* [Task to complete]
Work through the data below line by line and say how many lines hold "dead"; give only the number.

(Dataset items)
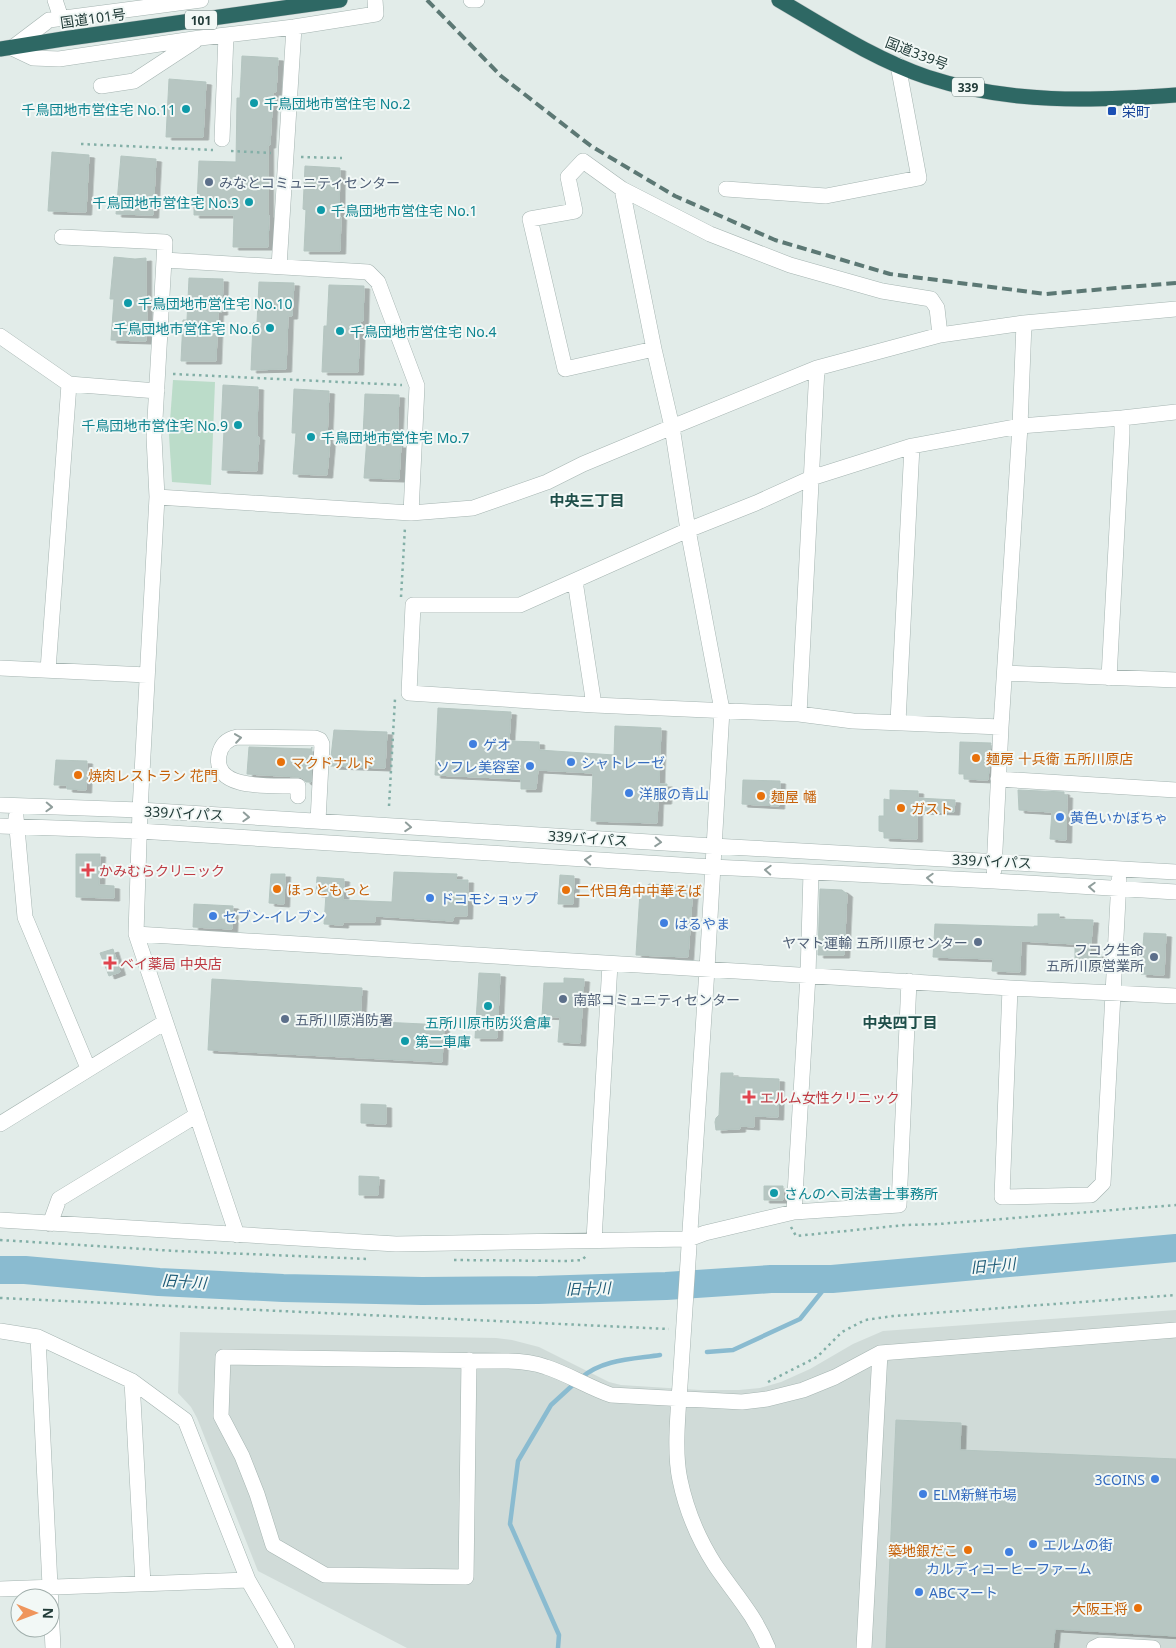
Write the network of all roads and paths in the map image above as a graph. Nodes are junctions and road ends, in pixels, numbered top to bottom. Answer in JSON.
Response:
{"nodes":[{"id":1,"x":55,"y":0,"type":"edge"},
{"id":2,"x":201,"y":0,"type":"edge"},
{"id":3,"x":340,"y":0,"type":"edge"},
{"id":4,"x":374,"y":0,"type":"edge"},
{"id":5,"x":470,"y":0,"type":"edge"},
{"id":6,"x":477,"y":0,"type":"edge"},
{"id":7,"x":779,"y":0,"type":"edge"},
{"id":8,"x":179,"y":2,"type":"edge"},
{"id":9,"x":61,"y":18,"type":"junction"},
{"id":10,"x":294,"y":27,"type":"junction"},
{"id":11,"x":226,"y":35,"type":"junction"},
{"id":12,"x":200,"y":38,"type":"junction"},
{"id":13,"x":6,"y":48,"type":"edge"},
{"id":14,"x":898,"y":65,"type":"junction"},
{"id":15,"x":101,"y":86,"type":"dead end"},
{"id":16,"x":1176,"y":95,"type":"edge"},
{"id":17,"x":81,"y":144,"type":"dead end"},
{"id":18,"x":223,"y":147,"type":"junction"},
{"id":19,"x":277,"y":154,"type":"dead end"},
{"id":20,"x":296,"y":157,"type":"dead end"},
{"id":21,"x":342,"y":158,"type":"dead end"},
{"id":22,"x":622,"y":189,"type":"junction"},
{"id":23,"x":726,"y":189,"type":"dead end"},
{"id":24,"x":62,"y":237,"type":"dead end"},
{"id":25,"x":164,"y":260,"type":"junction"},
{"id":26,"x":280,"y":268,"type":"junction"},
{"id":27,"x":1176,"y":309,"type":"edge"},
{"id":28,"x":1024,"y":323,"type":"junction"},
{"id":29,"x":940,"y":335,"type":"junction"},
{"id":30,"x":0,"y":336,"type":"edge"},
{"id":31,"x":654,"y":350,"type":"junction"},
{"id":32,"x":818,"y":368,"type":"junction"},
{"id":33,"x":168,"y":373,"type":"dead end"},
{"id":34,"x":69,"y":384,"type":"junction"},
{"id":35,"x":406,"y":385,"type":"dead end"},
{"id":36,"x":157,"y":391,"type":"junction"},
{"id":37,"x":1176,"y":412,"type":"edge"},
{"id":38,"x":1122,"y":418,"type":"junction"},
{"id":39,"x":1020,"y":426,"type":"junction"},
{"id":40,"x":672,"y":427,"type":"junction"},
{"id":41,"x":912,"y":446,"type":"junction"},
{"id":42,"x":811,"y":478,"type":"junction"},
{"id":43,"x":158,"y":497,"type":"junction"},
{"id":44,"x":411,"y":513,"type":"junction"},
{"id":45,"x":688,"y":530,"type":"junction"},
{"id":46,"x":575,"y":581,"type":"junction"},
{"id":47,"x":0,"y":668,"type":"edge"},
{"id":48,"x":48,"y":670,"type":"junction"},
{"id":49,"x":1005,"y":673,"type":"junction"},
{"id":50,"x":147,"y":675,"type":"junction"},
{"id":51,"x":1109,"y":678,"type":"junction"},
{"id":52,"x":1176,"y":680,"type":"edge"},
{"id":53,"x":594,"y":705,"type":"junction"},
{"id":54,"x":722,"y":710,"type":"junction"},
{"id":55,"x":799,"y":714,"type":"junction"},
{"id":56,"x":898,"y":722,"type":"junction"},
{"id":57,"x":1001,"y":727,"type":"junction"},
{"id":58,"x":998,"y":779,"type":"junction"},
{"id":59,"x":1176,"y":790,"type":"edge"},
{"id":60,"x":298,"y":796,"type":"dead end"},
{"id":61,"x":0,"y":805,"type":"edge"},
{"id":62,"x":16,"y":805,"type":"junction"},
{"id":63,"x":140,"y":810,"type":"junction"},
{"id":64,"x":318,"y":821,"type":"junction"},
{"id":65,"x":0,"y":826,"type":"edge"},
{"id":66,"x":16,"y":827,"type":"junction"},
{"id":67,"x":139,"y":831,"type":"junction"},
{"id":68,"x":713,"y":846,"type":"junction"},
{"id":69,"x":995,"y":860,"type":"junction"},
{"id":70,"x":712,"y":867,"type":"junction"},
{"id":71,"x":1119,"y":868,"type":"junction"},
{"id":72,"x":812,"y":872,"type":"junction"},
{"id":73,"x":1176,"y":872,"type":"edge"},
{"id":74,"x":994,"y":881,"type":"junction"},
{"id":75,"x":1119,"y":889,"type":"junction"},
{"id":76,"x":1176,"y":892,"type":"edge"},
{"id":77,"x":136,"y":934,"type":"junction"},
{"id":78,"x":610,"y":964,"type":"junction"},
{"id":79,"x":707,"y":969,"type":"junction"},
{"id":80,"x":808,"y":975,"type":"junction"},
{"id":81,"x":909,"y":981,"type":"junction"},
{"id":82,"x":1010,"y":988,"type":"junction"},
{"id":83,"x":1113,"y":994,"type":"junction"},
{"id":84,"x":1176,"y":996,"type":"edge"},
{"id":85,"x":165,"y":1022,"type":"junction"},
{"id":86,"x":88,"y":1068,"type":"junction"},
{"id":87,"x":197,"y":1115,"type":"junction"},
{"id":88,"x":0,"y":1124,"type":"edge"},
{"id":89,"x":1176,"y":1205,"type":"edge"},
{"id":90,"x":790,"y":1216,"type":"junction"},
{"id":91,"x":0,"y":1220,"type":"edge"},
{"id":92,"x":50,"y":1224,"type":"junction"},
{"id":93,"x":237,"y":1235,"type":"junction"},
{"id":94,"x":594,"y":1240,"type":"junction"},
{"id":95,"x":688,"y":1244,"type":"junction"},
{"id":96,"x":1176,"y":1295,"type":"edge"},
{"id":97,"x":0,"y":1298,"type":"edge"},
{"id":98,"x":671,"y":1330,"type":"dead end"},
{"id":99,"x":1176,"y":1330,"type":"edge"},
{"id":100,"x":0,"y":1331,"type":"edge"},
{"id":101,"x":38,"y":1336,"type":"junction"},
{"id":102,"x":880,"y":1353,"type":"junction"},
{"id":103,"x":469,"y":1360,"type":"junction"},
{"id":104,"x":132,"y":1381,"type":"junction"},
{"id":105,"x":760,"y":1384,"type":"dead end"},
{"id":106,"x":679,"y":1392,"type":"junction"},
{"id":107,"x":248,"y":1580,"type":"junction"},
{"id":108,"x":143,"y":1584,"type":"junction"},
{"id":109,"x":50,"y":1587,"type":"junction"},
{"id":110,"x":0,"y":1590,"type":"edge"},
{"id":111,"x":53,"y":1648,"type":"edge"},
{"id":112,"x":287,"y":1648,"type":"edge"},
{"id":113,"x":768,"y":1648,"type":"edge"},
{"id":114,"x":864,"y":1648,"type":"edge"},
{"id":115,"x":1094,"y":1648,"type":"edge"},
{"id":116,"x":1153,"y":1648,"type":"edge"}],
"edges":[{"from":1,"to":9,"type":"street"},
{"from":2,"to":8,"type":"street"},
{"from":3,"to":13,"type":"highway","name":"国道101号","number":"101"},
{"from":4,"to":10,"type":"street"},
{"from":5,"to":6,"type":"street"},
{"from":7,"to":14,"type":"highway","name":"国道339号","number":"339"},
{"from":8,"to":9,"type":"street"},
{"from":9,"to":13,"type":"street"},
{"from":10,"to":11,"type":"street"},
{"from":10,"to":26,"type":"street"},
{"from":11,"to":12,"type":"street"},
{"from":11,"to":18,"type":"street"},
{"from":12,"to":13,"type":"street"},
{"from":12,"to":15,"type":"street"},
{"from":14,"to":16,"type":"highway","name":"国道339号","number":"339"},
{"from":14,"to":23,"type":"street"},
{"from":17,"to":18,"type":"path"},
{"from":18,"to":19,"type":"path"},
{"from":20,"to":21,"type":"path"},
{"from":22,"to":29,"type":"street"},
{"from":22,"to":31,"type":"street"},
{"from":22,"to":31,"type":"street"},
{"from":24,"to":25,"type":"street"},
{"from":25,"to":26,"type":"street"},
{"from":25,"to":36,"type":"street"},
{"from":26,"to":44,"type":"street"},
{"from":27,"to":28,"type":"street"},
{"from":28,"to":29,"type":"street"},
{"from":28,"to":39,"type":"street"},
{"from":29,"to":32,"type":"street"},
{"from":30,"to":34,"type":"street"},
{"from":31,"to":40,"type":"street"},
{"from":32,"to":40,"type":"street"},
{"from":32,"to":42,"type":"street"},
{"from":33,"to":35,"type":"path"},
{"from":34,"to":36,"type":"street"},
{"from":34,"to":48,"type":"street"},
{"from":36,"to":43,"type":"street"},
{"from":37,"to":38,"type":"street"},
{"from":38,"to":39,"type":"street"},
{"from":38,"to":51,"type":"street"},
{"from":39,"to":41,"type":"street"},
{"from":39,"to":49,"type":"street"},
{"from":40,"to":44,"type":"street"},
{"from":40,"to":45,"type":"street"},
{"from":41,"to":42,"type":"street"},
{"from":41,"to":56,"type":"street"},
{"from":42,"to":45,"type":"street"},
{"from":42,"to":55,"type":"street"},
{"from":43,"to":44,"type":"street"},
{"from":43,"to":50,"type":"street"},
{"from":45,"to":46,"type":"street"},
{"from":45,"to":54,"type":"street"},
{"from":46,"to":53,"type":"street"},
{"from":46,"to":53,"type":"street"},
{"from":47,"to":48,"type":"street"},
{"from":48,"to":50,"type":"street"},
{"from":49,"to":51,"type":"street"},
{"from":49,"to":57,"type":"street"},
{"from":50,"to":63,"type":"street"},
{"from":51,"to":52,"type":"street"},
{"from":53,"to":54,"type":"street"},
{"from":54,"to":55,"type":"street"},
{"from":54,"to":68,"type":"street"},
{"from":55,"to":56,"type":"street"},
{"from":56,"to":57,"type":"street"},
{"from":57,"to":58,"type":"street"},
{"from":58,"to":59,"type":"street"},
{"from":58,"to":69,"type":"street"},
{"from":60,"to":64,"type":"street","one_way":true},
{"from":61,"to":62,"type":"street","name":"339バイパス"},
{"from":62,"to":63,"type":"street","name":"339バイパス","one_way":true},
{"from":62,"to":66,"type":"street"},
{"from":63,"to":64,"type":"street","name":"339バイパス","one_way":true},
{"from":63,"to":67,"type":"street"},
{"from":64,"to":68,"type":"street","name":"339バイパス","one_way":true},
{"from":65,"to":66,"type":"street"},
{"from":66,"to":67,"type":"street"},
{"from":66,"to":86,"type":"street"},
{"from":70,"to":67,"type":"street","one_way":true},
{"from":67,"to":77,"type":"street"},
{"from":68,"to":69,"type":"street","name":"339バイパス"},
{"from":68,"to":70,"type":"street"},
{"from":69,"to":71,"type":"street","name":"339バイパス"},
{"from":69,"to":74,"type":"street"},
{"from":72,"to":70,"type":"street","one_way":true},
{"from":70,"to":79,"type":"street"},
{"from":71,"to":73,"type":"street","name":"339バイパス"},
{"from":71,"to":75,"type":"street"},
{"from":74,"to":72,"type":"street","one_way":true},
{"from":72,"to":80,"type":"street"},
{"from":75,"to":74,"type":"street","one_way":true},
{"from":75,"to":76,"type":"street"},
{"from":75,"to":83,"type":"street"},
{"from":77,"to":78,"type":"street"},
{"from":77,"to":85,"type":"street"},
{"from":78,"to":79,"type":"street"},
{"from":78,"to":94,"type":"street"},
{"from":79,"to":80,"type":"street"},
{"from":79,"to":95,"type":"street"},
{"from":80,"to":81,"type":"street"},
{"from":80,"to":90,"type":"street"},
{"from":81,"to":82,"type":"street"},
{"from":81,"to":90,"type":"street"},
{"from":82,"to":83,"type":"street"},
{"from":82,"to":83,"type":"street"},
{"from":83,"to":84,"type":"street"},
{"from":85,"to":86,"type":"street"},
{"from":85,"to":87,"type":"street"},
{"from":86,"to":88,"type":"street"},
{"from":87,"to":92,"type":"street"},
{"from":87,"to":93,"type":"street"},
{"from":89,"to":90,"type":"path"},
{"from":90,"to":95,"type":"street"},
{"from":91,"to":92,"type":"street"},
{"from":92,"to":93,"type":"street"},
{"from":93,"to":94,"type":"street"},
{"from":94,"to":95,"type":"street"},
{"from":95,"to":106,"type":"street"},
{"from":96,"to":105,"type":"path"},
{"from":97,"to":98,"type":"path"},
{"from":99,"to":102,"type":"street"},
{"from":100,"to":101,"type":"street"},
{"from":101,"to":104,"type":"street"},
{"from":101,"to":109,"type":"street"},
{"from":102,"to":106,"type":"street"},
{"from":102,"to":114,"type":"street"},
{"from":103,"to":103,"type":"street"},
{"from":103,"to":106,"type":"street"},
{"from":104,"to":107,"type":"street"},
{"from":104,"to":108,"type":"street"},
{"from":106,"to":113,"type":"street"},
{"from":107,"to":108,"type":"street"},
{"from":107,"to":112,"type":"street"},
{"from":108,"to":109,"type":"street"},
{"from":109,"to":110,"type":"street"},
{"from":109,"to":111,"type":"street"},
{"from":115,"to":116,"type":"street"}]}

* [Final answer]
12